■ WHAT YOU HAVE TO DO ■
Return the full set of entries precisely. Do not carry over any pictures.

[Saved data entries]

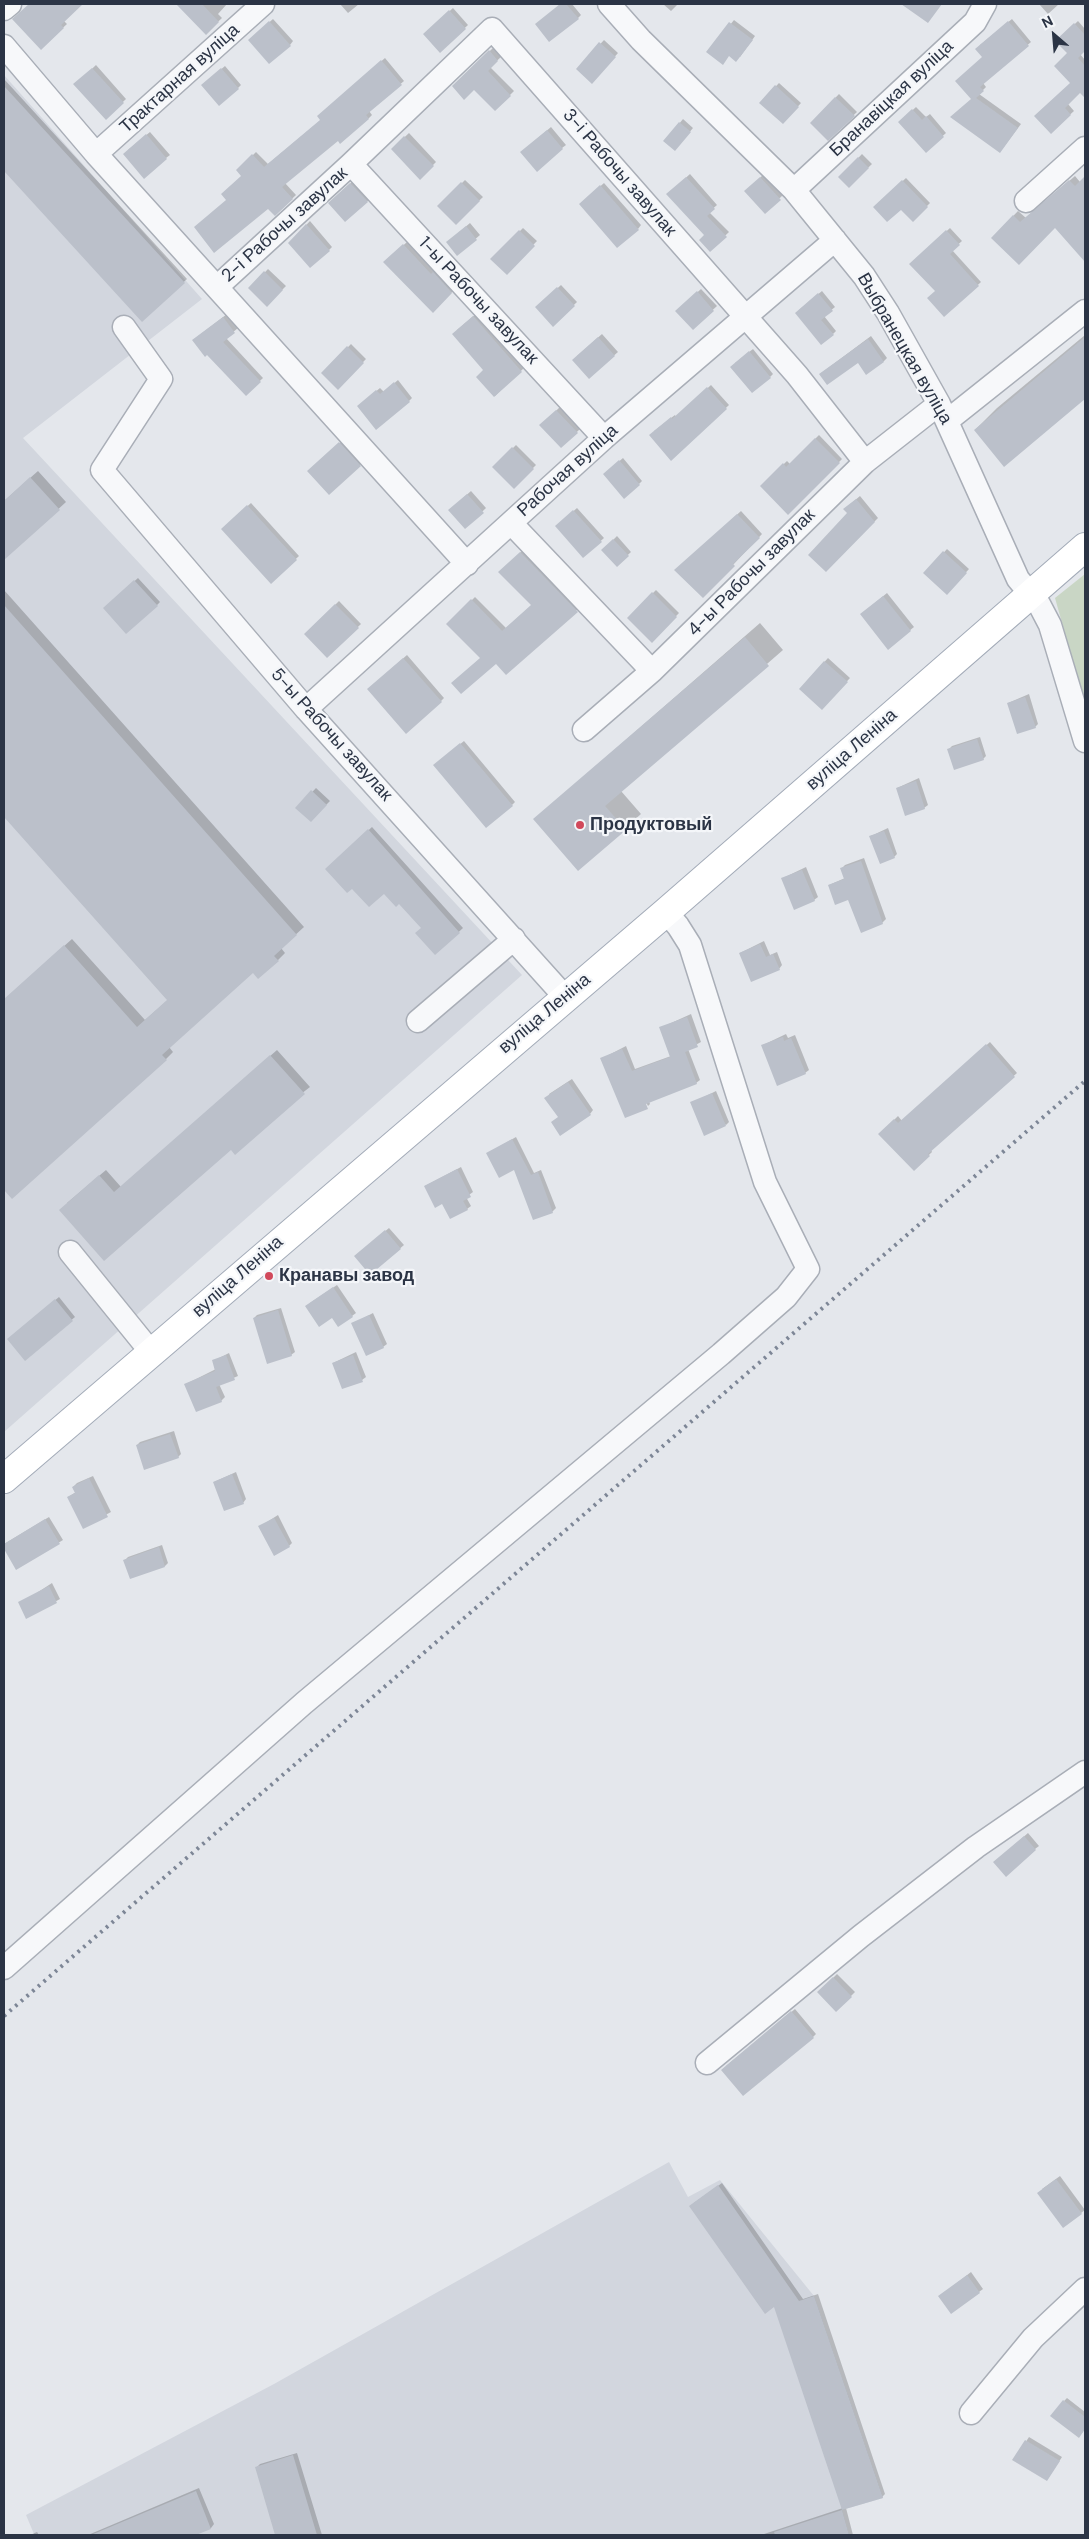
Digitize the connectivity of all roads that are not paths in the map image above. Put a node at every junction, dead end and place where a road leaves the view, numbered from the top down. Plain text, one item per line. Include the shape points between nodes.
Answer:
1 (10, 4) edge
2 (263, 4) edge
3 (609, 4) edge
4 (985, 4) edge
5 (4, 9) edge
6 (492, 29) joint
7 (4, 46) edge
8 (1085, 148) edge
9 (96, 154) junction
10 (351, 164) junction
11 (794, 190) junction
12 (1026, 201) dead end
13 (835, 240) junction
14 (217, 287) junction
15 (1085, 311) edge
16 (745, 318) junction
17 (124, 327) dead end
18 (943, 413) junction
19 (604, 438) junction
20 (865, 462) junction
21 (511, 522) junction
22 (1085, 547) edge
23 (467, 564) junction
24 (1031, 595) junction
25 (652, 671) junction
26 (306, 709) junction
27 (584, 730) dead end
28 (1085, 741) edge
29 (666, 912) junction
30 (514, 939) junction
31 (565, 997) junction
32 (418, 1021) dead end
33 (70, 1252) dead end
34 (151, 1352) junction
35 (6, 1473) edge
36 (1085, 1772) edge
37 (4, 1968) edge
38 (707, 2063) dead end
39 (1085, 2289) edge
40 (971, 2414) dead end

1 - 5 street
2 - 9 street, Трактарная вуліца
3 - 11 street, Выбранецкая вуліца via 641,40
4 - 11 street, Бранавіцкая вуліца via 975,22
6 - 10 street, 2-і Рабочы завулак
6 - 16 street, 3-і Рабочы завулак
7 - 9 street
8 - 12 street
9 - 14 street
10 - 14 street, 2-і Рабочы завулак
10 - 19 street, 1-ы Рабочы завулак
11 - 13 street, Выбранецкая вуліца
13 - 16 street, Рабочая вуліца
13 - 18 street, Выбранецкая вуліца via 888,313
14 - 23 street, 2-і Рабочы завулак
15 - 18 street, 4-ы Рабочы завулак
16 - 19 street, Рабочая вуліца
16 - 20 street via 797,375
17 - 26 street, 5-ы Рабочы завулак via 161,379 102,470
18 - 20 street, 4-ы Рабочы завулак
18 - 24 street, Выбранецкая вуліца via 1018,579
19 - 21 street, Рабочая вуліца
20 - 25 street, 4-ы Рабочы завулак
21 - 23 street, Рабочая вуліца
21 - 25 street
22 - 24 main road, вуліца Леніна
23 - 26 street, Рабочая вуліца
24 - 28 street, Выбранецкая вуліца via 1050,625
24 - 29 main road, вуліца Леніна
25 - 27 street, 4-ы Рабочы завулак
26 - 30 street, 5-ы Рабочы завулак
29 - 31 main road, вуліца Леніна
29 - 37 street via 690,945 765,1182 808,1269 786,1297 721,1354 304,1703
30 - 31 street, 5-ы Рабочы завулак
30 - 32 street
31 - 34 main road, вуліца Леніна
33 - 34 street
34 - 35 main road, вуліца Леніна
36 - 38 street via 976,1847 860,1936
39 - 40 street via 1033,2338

■ RESPONSE AREA ■
Digitize the connectivity of all roads that are not paths in the map image above. Put a node at every junction, dead end and place where a road leaves the view, numbered from the top down. Plain text, one item per line. Include the shape points between nodes.
Answer:
1 (10, 4) edge
2 (263, 4) edge
3 (609, 4) edge
4 (985, 4) edge
5 (4, 9) edge
6 (492, 29) joint
7 (4, 46) edge
8 (1085, 148) edge
9 (96, 154) junction
10 (351, 164) junction
11 (794, 190) junction
12 (1026, 201) dead end
13 (835, 240) junction
14 (217, 287) junction
15 (1085, 311) edge
16 (745, 318) junction
17 (124, 327) dead end
18 (943, 413) junction
19 (604, 438) junction
20 (865, 462) junction
21 (511, 522) junction
22 (1085, 547) edge
23 (467, 564) junction
24 (1031, 595) junction
25 (652, 671) junction
26 (306, 709) junction
27 (584, 730) dead end
28 (1085, 741) edge
29 (666, 912) junction
30 (514, 939) junction
31 (565, 997) junction
32 (418, 1021) dead end
33 (70, 1252) dead end
34 (151, 1352) junction
35 (6, 1473) edge
36 (1085, 1772) edge
37 (4, 1968) edge
38 (707, 2063) dead end
39 (1085, 2289) edge
40 (971, 2414) dead end

1 - 5 street
2 - 9 street, Трактарная вуліца
3 - 11 street, Выбранецкая вуліца via 641,40
4 - 11 street, Бранавіцкая вуліца via 975,22
6 - 10 street, 2-і Рабочы завулак
6 - 16 street, 3-і Рабочы завулак
7 - 9 street
8 - 12 street
9 - 14 street
10 - 14 street, 2-і Рабочы завулак
10 - 19 street, 1-ы Рабочы завулак
11 - 13 street, Выбранецкая вуліца
13 - 16 street, Рабочая вуліца
13 - 18 street, Выбранецкая вуліца via 888,313
14 - 23 street, 2-і Рабочы завулак
15 - 18 street, 4-ы Рабочы завулак
16 - 19 street, Рабочая вуліца
16 - 20 street via 797,375
17 - 26 street, 5-ы Рабочы завулак via 161,379 102,470
18 - 20 street, 4-ы Рабочы завулак
18 - 24 street, Выбранецкая вуліца via 1018,579
19 - 21 street, Рабочая вуліца
20 - 25 street, 4-ы Рабочы завулак
21 - 23 street, Рабочая вуліца
21 - 25 street
22 - 24 main road, вуліца Леніна
23 - 26 street, Рабочая вуліца
24 - 28 street, Выбранецкая вуліца via 1050,625
24 - 29 main road, вуліца Леніна
25 - 27 street, 4-ы Рабочы завулак
26 - 30 street, 5-ы Рабочы завулак
29 - 31 main road, вуліца Леніна
29 - 37 street via 690,945 765,1182 808,1269 786,1297 721,1354 304,1703
30 - 31 street, 5-ы Рабочы завулак
30 - 32 street
31 - 34 main road, вуліца Леніна
33 - 34 street
34 - 35 main road, вуліца Леніна
36 - 38 street via 976,1847 860,1936
39 - 40 street via 1033,2338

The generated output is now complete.